I’m sure most of you have heard by now that Kit Carson passed away last weekend on September 5, 2014. He was a great man and knife maker, so I wanted to highlight his life today.
Life and Background
Harold Joseph “Kit” Carson grew up in Georgia and was always interested in any and all things mechanical. He also enjoyed the beautiful outdoors of North Georgia as he grew up and as he spent time in the wild as a hunter and fisherman. When you have a man who loves mechanical things and the outdoors who also makes knives, you know he’s destined for greatness.
In 2012, Kit was inducted into the 2012 BLADE Magazine Cuterly Hall of Fame. He was unable to accept the award in person, but Rod Bremer accepted it in his place and read the following excerpt from a letter Kit had written:
“I’ve carried that passion to find innovative and creative things to make things work better throughout my life. After high school I served a four-year apprenticeship here in Atlanta, finishing in 1972. That year I started making knives and I was also drafted into the Army. . . . It was during my last 10 years in the Army that knife making became extremely interesting and a challenging hobby and a passion. Those were extremely rough years, long hours as both a soldier and knife maker while always trying to ensure that our kids had a sandwich and a lunchbox. Working in small sheds, basements, garages, or wherever I could find space in government housing, off-post apartments, and houses, to grind a blade shape, a handle, or try to figure out how a locking mechanism worked.”
From this section of his speech, you can learn a couple of different things about Kit. First, this Kentucky knife maker served in the Army. He served for 20 years, and he retired from the army as a master sergeant in 1993. Since ’93, Kit has been a knife maker full time, and he’s done great work since then thanks to his astounding dedication to the industry, among other things.
Contributions to the Knife World
Aside from his induction to the Hall of Fame, Kit accomplished a lot during his career as a knife maker. He is probably most recognized in the knife world for popularizing flippers in folding knives via the CRKT M16 series.
There doesn’t seem to be a clear consensus on who invented the first flipper, but it seems like most people acknowledge that it had been made prior to the M16’s production. However from what I’ve heard from others and read on knife sites and forums, it’s very clear that Kit is the knife maker credited with breathing life into the flipper and helping it reach the popularity it has gained today.
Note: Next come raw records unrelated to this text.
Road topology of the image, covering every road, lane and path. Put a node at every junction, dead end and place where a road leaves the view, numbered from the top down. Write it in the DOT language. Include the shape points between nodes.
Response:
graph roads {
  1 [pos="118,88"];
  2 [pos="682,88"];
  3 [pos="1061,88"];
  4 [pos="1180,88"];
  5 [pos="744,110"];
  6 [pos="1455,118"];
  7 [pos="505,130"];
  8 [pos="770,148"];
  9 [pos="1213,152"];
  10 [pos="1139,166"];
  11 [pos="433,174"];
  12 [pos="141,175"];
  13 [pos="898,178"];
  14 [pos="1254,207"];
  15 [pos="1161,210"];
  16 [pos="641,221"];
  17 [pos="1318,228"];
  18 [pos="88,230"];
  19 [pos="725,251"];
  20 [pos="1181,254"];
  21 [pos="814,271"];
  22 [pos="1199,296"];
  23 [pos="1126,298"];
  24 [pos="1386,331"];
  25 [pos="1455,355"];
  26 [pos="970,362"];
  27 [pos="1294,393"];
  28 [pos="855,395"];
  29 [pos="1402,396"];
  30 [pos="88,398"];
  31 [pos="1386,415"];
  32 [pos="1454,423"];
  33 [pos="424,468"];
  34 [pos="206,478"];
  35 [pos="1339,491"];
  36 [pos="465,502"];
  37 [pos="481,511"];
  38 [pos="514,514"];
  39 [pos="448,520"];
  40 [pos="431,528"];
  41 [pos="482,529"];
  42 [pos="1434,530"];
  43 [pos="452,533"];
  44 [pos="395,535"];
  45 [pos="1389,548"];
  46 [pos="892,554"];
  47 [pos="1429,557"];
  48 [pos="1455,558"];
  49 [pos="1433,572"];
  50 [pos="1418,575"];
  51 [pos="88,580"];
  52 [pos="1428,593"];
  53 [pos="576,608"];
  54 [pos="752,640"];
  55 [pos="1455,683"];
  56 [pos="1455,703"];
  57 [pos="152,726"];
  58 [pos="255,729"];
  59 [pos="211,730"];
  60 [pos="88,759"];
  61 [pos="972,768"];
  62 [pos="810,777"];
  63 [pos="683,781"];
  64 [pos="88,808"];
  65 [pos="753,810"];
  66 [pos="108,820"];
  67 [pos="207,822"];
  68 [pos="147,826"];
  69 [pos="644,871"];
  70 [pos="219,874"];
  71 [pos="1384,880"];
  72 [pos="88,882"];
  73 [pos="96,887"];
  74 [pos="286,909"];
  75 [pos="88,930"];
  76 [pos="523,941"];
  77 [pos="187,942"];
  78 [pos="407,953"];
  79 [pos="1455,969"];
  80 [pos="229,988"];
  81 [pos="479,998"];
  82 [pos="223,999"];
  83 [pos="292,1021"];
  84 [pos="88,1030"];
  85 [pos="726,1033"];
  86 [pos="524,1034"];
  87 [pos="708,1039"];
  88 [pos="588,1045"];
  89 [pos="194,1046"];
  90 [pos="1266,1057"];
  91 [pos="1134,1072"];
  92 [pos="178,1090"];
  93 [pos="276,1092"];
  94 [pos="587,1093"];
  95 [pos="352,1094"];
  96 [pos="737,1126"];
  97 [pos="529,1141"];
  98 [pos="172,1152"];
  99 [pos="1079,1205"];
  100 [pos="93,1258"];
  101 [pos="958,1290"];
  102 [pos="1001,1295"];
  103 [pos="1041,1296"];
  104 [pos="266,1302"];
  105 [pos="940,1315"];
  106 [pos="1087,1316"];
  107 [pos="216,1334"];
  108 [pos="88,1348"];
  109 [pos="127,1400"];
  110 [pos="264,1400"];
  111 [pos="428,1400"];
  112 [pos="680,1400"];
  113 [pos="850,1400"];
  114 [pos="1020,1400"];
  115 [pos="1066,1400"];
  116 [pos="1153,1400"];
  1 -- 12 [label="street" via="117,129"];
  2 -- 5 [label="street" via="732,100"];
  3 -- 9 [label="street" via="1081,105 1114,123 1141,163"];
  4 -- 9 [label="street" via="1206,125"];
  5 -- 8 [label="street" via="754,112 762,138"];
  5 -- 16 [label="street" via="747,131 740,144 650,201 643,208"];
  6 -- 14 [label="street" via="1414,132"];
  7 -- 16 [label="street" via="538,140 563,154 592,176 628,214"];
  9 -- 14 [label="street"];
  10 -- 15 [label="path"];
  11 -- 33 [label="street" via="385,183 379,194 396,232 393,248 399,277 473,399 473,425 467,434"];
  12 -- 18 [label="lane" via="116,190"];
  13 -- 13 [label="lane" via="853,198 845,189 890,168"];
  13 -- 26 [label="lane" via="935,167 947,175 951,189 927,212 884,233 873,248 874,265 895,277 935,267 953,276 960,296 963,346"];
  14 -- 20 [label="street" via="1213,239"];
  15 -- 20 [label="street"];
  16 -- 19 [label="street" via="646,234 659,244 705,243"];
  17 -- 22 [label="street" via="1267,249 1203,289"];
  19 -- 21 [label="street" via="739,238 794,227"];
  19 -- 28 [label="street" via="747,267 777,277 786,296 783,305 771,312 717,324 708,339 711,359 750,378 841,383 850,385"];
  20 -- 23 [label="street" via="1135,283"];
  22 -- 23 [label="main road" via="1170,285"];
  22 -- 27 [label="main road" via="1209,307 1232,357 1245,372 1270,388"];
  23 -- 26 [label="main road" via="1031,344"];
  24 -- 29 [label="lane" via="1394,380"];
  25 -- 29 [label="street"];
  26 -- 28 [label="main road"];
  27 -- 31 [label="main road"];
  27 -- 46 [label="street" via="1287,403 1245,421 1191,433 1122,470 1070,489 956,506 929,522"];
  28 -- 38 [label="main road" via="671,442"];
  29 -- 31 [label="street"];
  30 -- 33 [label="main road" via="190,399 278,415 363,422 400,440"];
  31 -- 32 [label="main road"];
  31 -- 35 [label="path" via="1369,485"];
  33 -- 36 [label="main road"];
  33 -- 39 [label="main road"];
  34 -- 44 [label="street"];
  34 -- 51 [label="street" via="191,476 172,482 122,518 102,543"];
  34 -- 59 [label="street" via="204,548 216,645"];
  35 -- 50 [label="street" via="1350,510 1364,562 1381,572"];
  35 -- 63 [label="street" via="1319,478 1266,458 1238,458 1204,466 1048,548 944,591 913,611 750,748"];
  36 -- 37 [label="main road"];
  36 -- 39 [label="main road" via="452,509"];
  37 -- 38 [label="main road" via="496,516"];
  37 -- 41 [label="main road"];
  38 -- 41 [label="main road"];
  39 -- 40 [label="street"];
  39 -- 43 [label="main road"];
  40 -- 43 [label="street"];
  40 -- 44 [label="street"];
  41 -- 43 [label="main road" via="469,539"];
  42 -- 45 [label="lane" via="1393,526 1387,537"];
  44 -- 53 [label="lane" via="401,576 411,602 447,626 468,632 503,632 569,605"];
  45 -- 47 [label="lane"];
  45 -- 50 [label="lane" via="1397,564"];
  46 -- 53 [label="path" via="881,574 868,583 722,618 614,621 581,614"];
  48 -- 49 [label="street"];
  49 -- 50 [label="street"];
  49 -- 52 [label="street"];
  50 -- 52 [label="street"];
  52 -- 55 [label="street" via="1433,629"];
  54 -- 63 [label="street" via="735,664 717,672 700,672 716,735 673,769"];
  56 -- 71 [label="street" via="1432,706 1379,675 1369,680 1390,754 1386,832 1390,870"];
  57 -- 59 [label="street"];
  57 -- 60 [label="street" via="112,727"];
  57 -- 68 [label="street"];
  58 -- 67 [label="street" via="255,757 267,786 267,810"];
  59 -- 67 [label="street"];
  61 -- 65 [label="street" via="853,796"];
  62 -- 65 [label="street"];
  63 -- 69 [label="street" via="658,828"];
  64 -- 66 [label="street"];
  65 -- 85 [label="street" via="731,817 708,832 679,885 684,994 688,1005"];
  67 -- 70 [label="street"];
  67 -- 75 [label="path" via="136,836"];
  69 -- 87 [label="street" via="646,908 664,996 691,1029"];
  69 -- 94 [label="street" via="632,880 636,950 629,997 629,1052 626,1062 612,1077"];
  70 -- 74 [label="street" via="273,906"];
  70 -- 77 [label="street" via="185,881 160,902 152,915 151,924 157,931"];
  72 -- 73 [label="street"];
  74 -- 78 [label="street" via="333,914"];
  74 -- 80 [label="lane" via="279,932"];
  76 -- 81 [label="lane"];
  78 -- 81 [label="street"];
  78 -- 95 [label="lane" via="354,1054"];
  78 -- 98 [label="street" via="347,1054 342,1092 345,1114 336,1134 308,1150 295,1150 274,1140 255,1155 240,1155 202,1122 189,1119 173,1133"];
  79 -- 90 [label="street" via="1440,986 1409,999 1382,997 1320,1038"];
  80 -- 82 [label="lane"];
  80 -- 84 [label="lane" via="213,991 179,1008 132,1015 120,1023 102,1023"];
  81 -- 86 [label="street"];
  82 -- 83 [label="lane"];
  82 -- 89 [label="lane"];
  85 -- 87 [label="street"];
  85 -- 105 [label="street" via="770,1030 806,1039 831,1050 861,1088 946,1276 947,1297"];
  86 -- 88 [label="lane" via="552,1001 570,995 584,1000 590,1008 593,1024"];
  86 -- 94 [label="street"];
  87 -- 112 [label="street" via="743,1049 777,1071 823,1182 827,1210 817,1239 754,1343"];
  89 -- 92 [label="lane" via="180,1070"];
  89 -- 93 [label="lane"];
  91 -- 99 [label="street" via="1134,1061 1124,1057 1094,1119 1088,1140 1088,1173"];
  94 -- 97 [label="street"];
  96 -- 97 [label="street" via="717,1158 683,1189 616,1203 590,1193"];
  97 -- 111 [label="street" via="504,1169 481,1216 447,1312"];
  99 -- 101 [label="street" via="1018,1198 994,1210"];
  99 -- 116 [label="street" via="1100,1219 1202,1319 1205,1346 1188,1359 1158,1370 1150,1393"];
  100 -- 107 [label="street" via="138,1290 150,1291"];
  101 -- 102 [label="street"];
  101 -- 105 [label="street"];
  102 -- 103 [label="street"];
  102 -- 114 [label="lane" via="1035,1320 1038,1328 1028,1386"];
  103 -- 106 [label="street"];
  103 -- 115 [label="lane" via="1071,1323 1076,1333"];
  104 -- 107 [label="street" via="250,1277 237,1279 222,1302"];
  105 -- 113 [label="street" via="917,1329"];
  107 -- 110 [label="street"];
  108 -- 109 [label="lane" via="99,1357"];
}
Why the M16 is an Iconic Knife
Last week we did a post on the most iconic knives, both historical and brand specific. We put a survey on the Blade HQ Facebook page to get input on what you all thought the most iconic knives were. When we asked what knife came to mind when you think of CRKT, the most popular response by far was the “CRKT M16.”
As stated earlier, the M16 was designed by Kit Carson. The M16 is obviously an iconic knife, and there’s a reason why. I wanted to get an opinion on why the M16 is so popular from someone who knows what they’re talking about, and who better to ask than CRKT’s Ben Petersen? I asked him why he thinks the M16 has become one of CRKT’s most well-known knives, and here are his thoughts on it:
“Here’s my take on the M16: We released the original M16 in 1999. It happened to be the perfect confluence of events, all packaged into one knife:
· “No frills—it just works and works for a long time
· “Affordable—your average soldier or layman can afford one and feel good about using it—no safe queens in the M16 line.
· “Released 2 years before the U.S. entered two major wars in the Middle East. We sent hundreds of thousands of M16s to the Sandbox. Again, a soldier could afford one and could afford to replace it if it got lost.
· “It has a manly and tough look and feel in the hand. It’s got heft and handles well. Plus it’s comfortable to use.
· “Featured the Carson Flipper—a feature that Kit Carson popularized and the CRKT M16 solidified as a staple opening mechanism in the knife industry.
· “Variety. We have released over 50 models of M16. There’s something for everyone and every task.
· “Kit Carson was just a darn nice fellow. He was a good ‘ol boy that was down to earth and kind to people. The longevity of the knife is often a reflection of the quality of the maker—great folks sell more knives.”
Kit Carson lived to the age of 63. We in the knife community are lucky to have his designs by our side to use and remember this great man’s life.